# WORK TASK
With the pictures removed, set down all of the entries below exactly.

# INPUT DATA
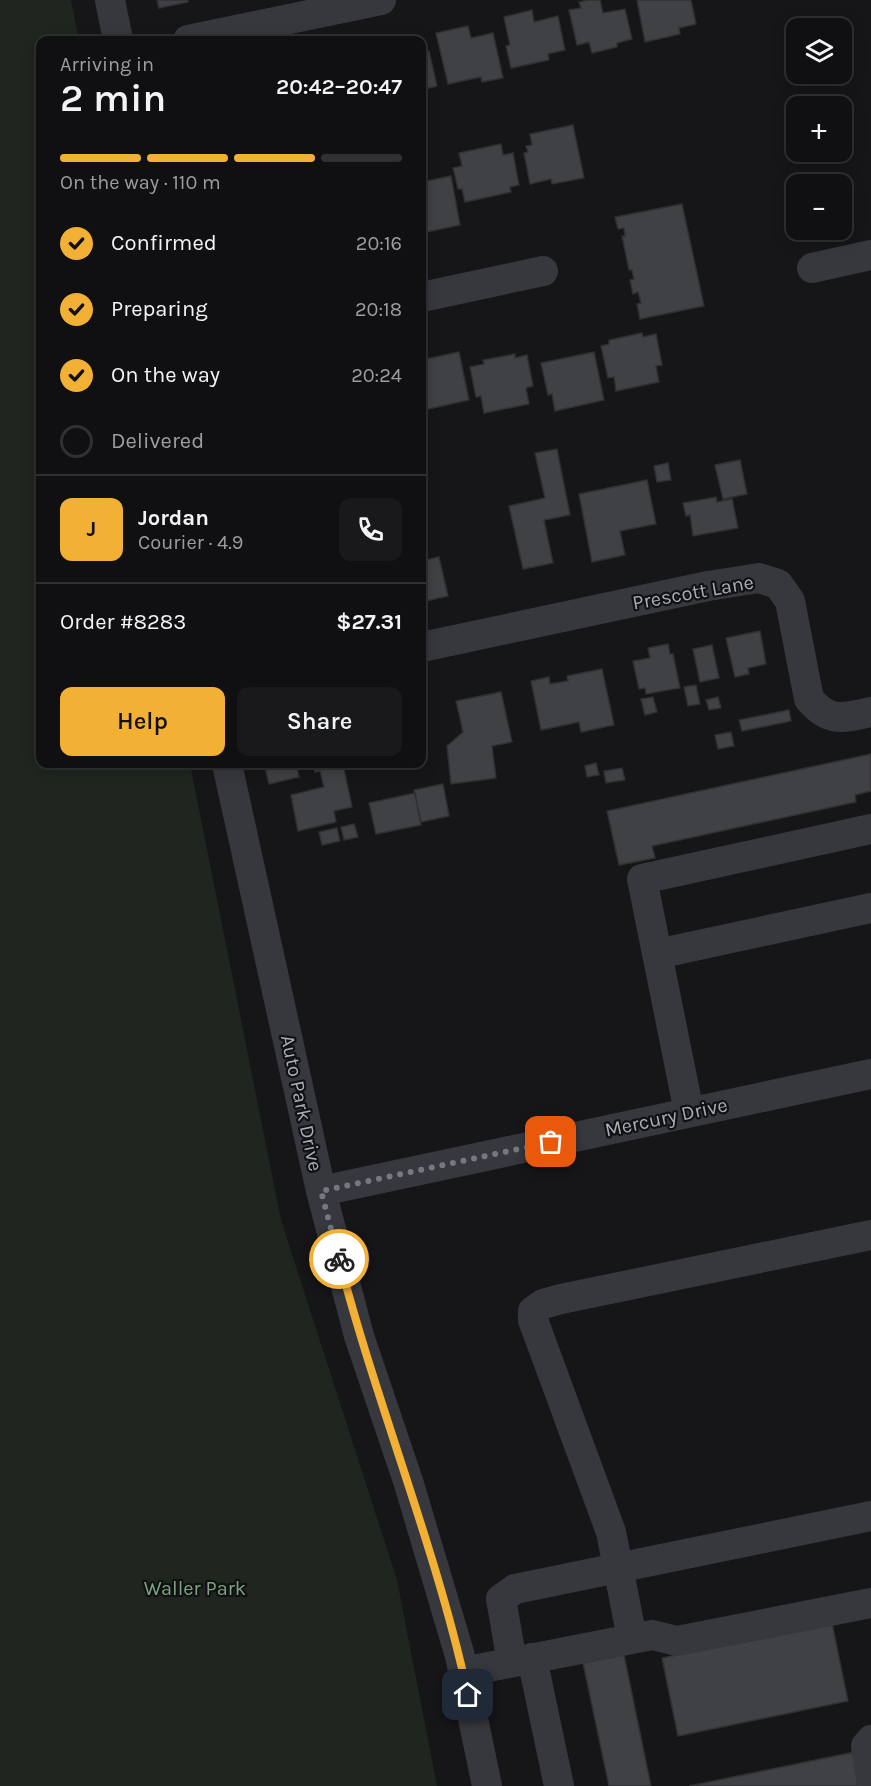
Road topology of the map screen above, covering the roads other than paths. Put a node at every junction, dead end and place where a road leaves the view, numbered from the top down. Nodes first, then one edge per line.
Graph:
1 (110, 0) edge
2 (381, 0) edge
3 (117, 36) edge
4 (207, 36) edge
5 (871, 255) edge
6 (812, 268) dead end
7 (543, 271) dead end
8 (426, 296) edge
9 (426, 646) edge
10 (871, 712) edge
11 (228, 768) edge
12 (871, 829) edge
13 (871, 908) edge
14 (657, 954) junction
15 (871, 1074) edge
16 (689, 1112) junction
17 (321, 1191) junction
18 (871, 1235) edge
19 (871, 1516) edge
20 (618, 1567) junction
21 (871, 1603) edge
22 (632, 1638) junction
23 (522, 1660) junction
24 (463, 1672) junction
25 (871, 1740) edge
26 (871, 1779) edge
27 (487, 1786) edge
28 (559, 1786) edge

1 - 3 street
2 - 4 street
5 - 6 street
7 - 8 street
9 - 10 street, Prescott Lane
11 - 17 street, Auto Park Drive
12 - 14 street
13 - 14 street
14 - 16 street
15 - 16 street, Mercury Drive
16 - 17 street, Mercury Drive
17 - 24 street, Auto Park Drive
18 - 20 street
19 - 20 street
20 - 22 street
20 - 23 street
21 - 22 street
22 - 23 street
23 - 24 street
23 - 28 street
24 - 27 street, Auto Park Drive
25 - 26 street

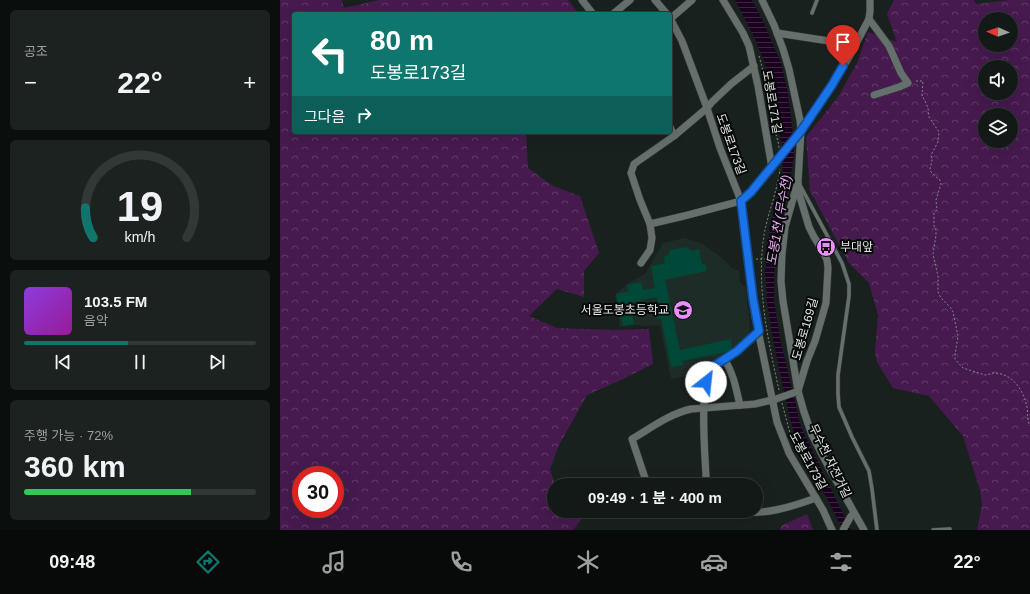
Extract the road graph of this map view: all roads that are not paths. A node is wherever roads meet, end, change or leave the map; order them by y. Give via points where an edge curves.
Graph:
1 (582, 0) edge
2 (630, 0) edge
3 (655, 0) edge
4 (692, 0) edge
5 (723, 0) edge
6 (762, 0) edge
7 (817, 0) edge
8 (870, 0) edge
9 (591, 12) edge
10 (615, 12) edge
11 (665, 12) edge
12 (812, 13) dead end
13 (672, 16) edge
14 (869, 19) junction
15 (672, 22) edge
16 (778, 33) junction
17 (855, 45) junction
18 (754, 66) junction
19 (874, 95) dead end
20 (707, 108) junction
21 (672, 132) edge
22 (800, 133) junction
23 (674, 136) junction
24 (774, 165) junction
25 (798, 182) junction
26 (741, 201) junction
27 (650, 224) junction
28 (641, 263) dead end
29 (759, 331) junction
30 (725, 360) junction
31 (797, 391) junction
32 (774, 400) junction
33 (740, 405) junction
34 (704, 409) junction
35 (646, 478) edge
36 (706, 478) edge
37 (816, 498) junction
38 (763, 512) edge
39 (853, 514) junction
40 (950, 529) edge
41 (832, 530) edge
42 (843, 530) edge
43 (864, 530) edge
44 (877, 530) edge
45 (933, 530) edge

1 - 9 street
2 - 10 street
3 - 11 street
4 - 13 street
5 - 18 street, 도봉로171길 via 747,40
6 - 16 street, 도봉로169길
7 - 12 lane
8 - 14 street
14 - 17 street
14 - 19 street via 889,46 908,83
15 - 20 street, 도봉로173길 via 682,41
16 - 17 street
16 - 22 street, 도봉로169길 via 789,69
17 - 22 street
18 - 20 street, 도봉로171길
18 - 24 street, 도봉로171길
20 - 23 street, 도봉로171길
20 - 26 street, 도봉로173길
21 - 23 street
22 - 24 street, bridge
22 - 25 street, 도봉로169길
23 - 27 street, 도봉로171길 via 634,164 631,173
24 - 26 street
25 - 31 street, 도봉로169길 via 784,227 781,280
25 - 31 street, 도봉로169길 via 804,213 827,260 828,268 826,303
25 - 44 lane via 842,263 849,284 838,376 839,408 869,471
26 - 27 street
26 - 29 street, 도봉로173길
27 - 28 street via 650,250
29 - 30 street
29 - 32 street, 도봉로173길
30 - 33 street via 731,369
30 - 34 street via 709,371
31 - 32 street, bridge
31 - 39 street, 도봉로169길 via 812,435
32 - 33 street
32 - 37 street, 도봉로173길 via 777,422 789,453
33 - 34 street
34 - 35 street via 681,411 632,439
34 - 36 street
37 - 38 street
37 - 41 street, 도봉로173길
39 - 42 street, bridge
39 - 43 street, 도봉로169길
40 - 45 lane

# ANSWER TO THIS EXERCISE
Road topology of the map screen above, covering the roads other than paths. Put a node at every junction, dead end and place where a road leaves the view, numbered from the top down. Nodes first, then one edge per line.
Graph:
1 (110, 0) edge
2 (381, 0) edge
3 (117, 36) edge
4 (207, 36) edge
5 (871, 255) edge
6 (812, 268) dead end
7 (543, 271) dead end
8 (426, 296) edge
9 (426, 646) edge
10 (871, 712) edge
11 (228, 768) edge
12 (871, 829) edge
13 (871, 908) edge
14 (657, 954) junction
15 (871, 1074) edge
16 (689, 1112) junction
17 (321, 1191) junction
18 (871, 1235) edge
19 (871, 1516) edge
20 (618, 1567) junction
21 (871, 1603) edge
22 (632, 1638) junction
23 (522, 1660) junction
24 (463, 1672) junction
25 (871, 1740) edge
26 (871, 1779) edge
27 (487, 1786) edge
28 (559, 1786) edge

1 - 3 street
2 - 4 street
5 - 6 street
7 - 8 street
9 - 10 street, Prescott Lane
11 - 17 street, Auto Park Drive
12 - 14 street
13 - 14 street
14 - 16 street
15 - 16 street, Mercury Drive
16 - 17 street, Mercury Drive
17 - 24 street, Auto Park Drive
18 - 20 street
19 - 20 street
20 - 22 street
20 - 23 street
21 - 22 street
22 - 23 street
23 - 24 street
23 - 28 street
24 - 27 street, Auto Park Drive
25 - 26 street

Extract the road graph of this map view: all roads that are not paths. A node is wherever roads meet, end, change or leave the map; order them by y. Give via points where an edge curves.
Graph:
1 (582, 0) edge
2 (630, 0) edge
3 (655, 0) edge
4 (692, 0) edge
5 (723, 0) edge
6 (762, 0) edge
7 (817, 0) edge
8 (870, 0) edge
9 (591, 12) edge
10 (615, 12) edge
11 (665, 12) edge
12 (812, 13) dead end
13 (672, 16) edge
14 (869, 19) junction
15 (672, 22) edge
16 (778, 33) junction
17 (855, 45) junction
18 (754, 66) junction
19 (874, 95) dead end
20 (707, 108) junction
21 (672, 132) edge
22 (800, 133) junction
23 (674, 136) junction
24 (774, 165) junction
25 (798, 182) junction
26 (741, 201) junction
27 (650, 224) junction
28 (641, 263) dead end
29 (759, 331) junction
30 (725, 360) junction
31 (797, 391) junction
32 (774, 400) junction
33 (740, 405) junction
34 (704, 409) junction
35 (646, 478) edge
36 (706, 478) edge
37 (816, 498) junction
38 (763, 512) edge
39 (853, 514) junction
40 (950, 529) edge
41 (832, 530) edge
42 (843, 530) edge
43 (864, 530) edge
44 (877, 530) edge
45 (933, 530) edge

1 - 9 street
2 - 10 street
3 - 11 street
4 - 13 street
5 - 18 street, 도봉로171길 via 747,40
6 - 16 street, 도봉로169길
7 - 12 lane
8 - 14 street
14 - 17 street
14 - 19 street via 889,46 908,83
15 - 20 street, 도봉로173길 via 682,41
16 - 17 street
16 - 22 street, 도봉로169길 via 789,69
17 - 22 street
18 - 20 street, 도봉로171길
18 - 24 street, 도봉로171길
20 - 23 street, 도봉로171길
20 - 26 street, 도봉로173길
21 - 23 street
22 - 24 street, bridge
22 - 25 street, 도봉로169길
23 - 27 street, 도봉로171길 via 634,164 631,173
24 - 26 street
25 - 31 street, 도봉로169길 via 784,227 781,280
25 - 31 street, 도봉로169길 via 804,213 827,260 828,268 826,303
25 - 44 lane via 842,263 849,284 838,376 839,408 869,471
26 - 27 street
26 - 29 street, 도봉로173길
27 - 28 street via 650,250
29 - 30 street
29 - 32 street, 도봉로173길
30 - 33 street via 731,369
30 - 34 street via 709,371
31 - 32 street, bridge
31 - 39 street, 도봉로169길 via 812,435
32 - 33 street
32 - 37 street, 도봉로173길 via 777,422 789,453
33 - 34 street
34 - 35 street via 681,411 632,439
34 - 36 street
37 - 38 street
37 - 41 street, 도봉로173길
39 - 42 street, bridge
39 - 43 street, 도봉로169길
40 - 45 lane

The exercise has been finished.